Federal Courts and Nominations

Kagan Backed Broad Interpretation of 14th Amendment


WASHINGTON—As a Supreme Court law clerk in 1987, Elena Kagan read the 14th Amendment as permitting lawsuits against reckless state officials who ignore their duties—reflecting the liberal view that the constitutional guarantee of liberty should be read broadly.

That position was rejected by the court’s conservative majority in a 1989 case, DeShaney v. Winnebago County, which narrowly defined what “liberty” the Constitution protects. The court’s 6-3 ruling immunized state welfare officials who over the course of a year failed to act when repeatedly alerted to an alcoholic father’s violent abuse of his four-year-old son. The continued beatings ultimately put the boy in a coma, destroyed half his brain and left him institutionalized for life, court records say.

Many liberals consider the ruling profoundly flawed, while conservatives praised it for denying recognition to what they call new rights.

The materials appear in the papers of Justice Thurgood Marshall, for whom Ms. Kagan clerked in 1987-88. Law clerks often say they seek to reflect their boss’s approach to the law, rather than promote their own. Ms. Kagan’s current position on the legal question isn’t clear.

President Barack Obama has nominated Ms. Kagan, the solicitor general, to succeed Justice John Paul Stevens on the Supreme Court after he retires this summer. Unlike many other nominees, she has not served as a judge, meaning that there is little paper trail on her positions.

In a September 1987 memo to Justice Marshall, Ms. Kagan observed that the issue was important, and that lower courts had split on whether state officials, who can be sued for wrongful acts, also could be sued for wrongfully failing to act.

Federal appeals courts for the Third Circuit, in Philadelphia, and the Fourth Circuit, in Richmond, Va., had in similar cases sided with plaintiffs. But Judge Richard Posner of the Seventh Circuit, in Chicago, wrote that even though alerted to the abuse, state officials had no duty to protect Joshua DeShaney from his “bestial father.”

“The state does not have a duty enforceable by the federal courts to maintain a police force or a fire department, or to protect children from their parents,” Judge Posner wrote.

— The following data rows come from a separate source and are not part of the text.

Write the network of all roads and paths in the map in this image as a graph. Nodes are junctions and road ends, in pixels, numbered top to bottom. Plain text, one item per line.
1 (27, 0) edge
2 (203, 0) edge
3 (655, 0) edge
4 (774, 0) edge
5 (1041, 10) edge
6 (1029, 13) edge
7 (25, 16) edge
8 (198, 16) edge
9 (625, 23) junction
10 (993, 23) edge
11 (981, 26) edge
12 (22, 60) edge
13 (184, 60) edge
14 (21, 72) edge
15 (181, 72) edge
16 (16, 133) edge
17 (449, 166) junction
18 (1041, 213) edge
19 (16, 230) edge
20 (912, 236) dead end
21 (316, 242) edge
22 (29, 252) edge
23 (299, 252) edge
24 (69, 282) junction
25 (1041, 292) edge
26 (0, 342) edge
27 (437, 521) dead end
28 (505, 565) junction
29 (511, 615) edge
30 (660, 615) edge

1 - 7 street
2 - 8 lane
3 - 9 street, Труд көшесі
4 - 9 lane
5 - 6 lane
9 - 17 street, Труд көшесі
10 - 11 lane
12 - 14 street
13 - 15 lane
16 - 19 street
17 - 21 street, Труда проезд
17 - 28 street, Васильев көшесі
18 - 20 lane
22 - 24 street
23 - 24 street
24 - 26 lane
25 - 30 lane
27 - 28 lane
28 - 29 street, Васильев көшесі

Ms. Kagan believed the Seventh Circuit got it wrong, but advised Justice Marshall to vote against hearing the appeal unless he was certain to have four other justices—making up a majority—on his side. Without such assurance, “I only worry that a majority of this court will agree with Judge Posner that ‘the Constitution is a charter of negative rather than positive liberties’ and will thereby preclude the approach” of the Third and Fourth circuits.

Ms. Kagan took a similar position on a related issue, advising Justice Marshall to let stand a ruling from the 11th Circuit, in Atlanta, that a local welfare department could be sued for placing a foster child in an abusive home, where beatings left the seven-year-old girl in “an apparently permanent coma.”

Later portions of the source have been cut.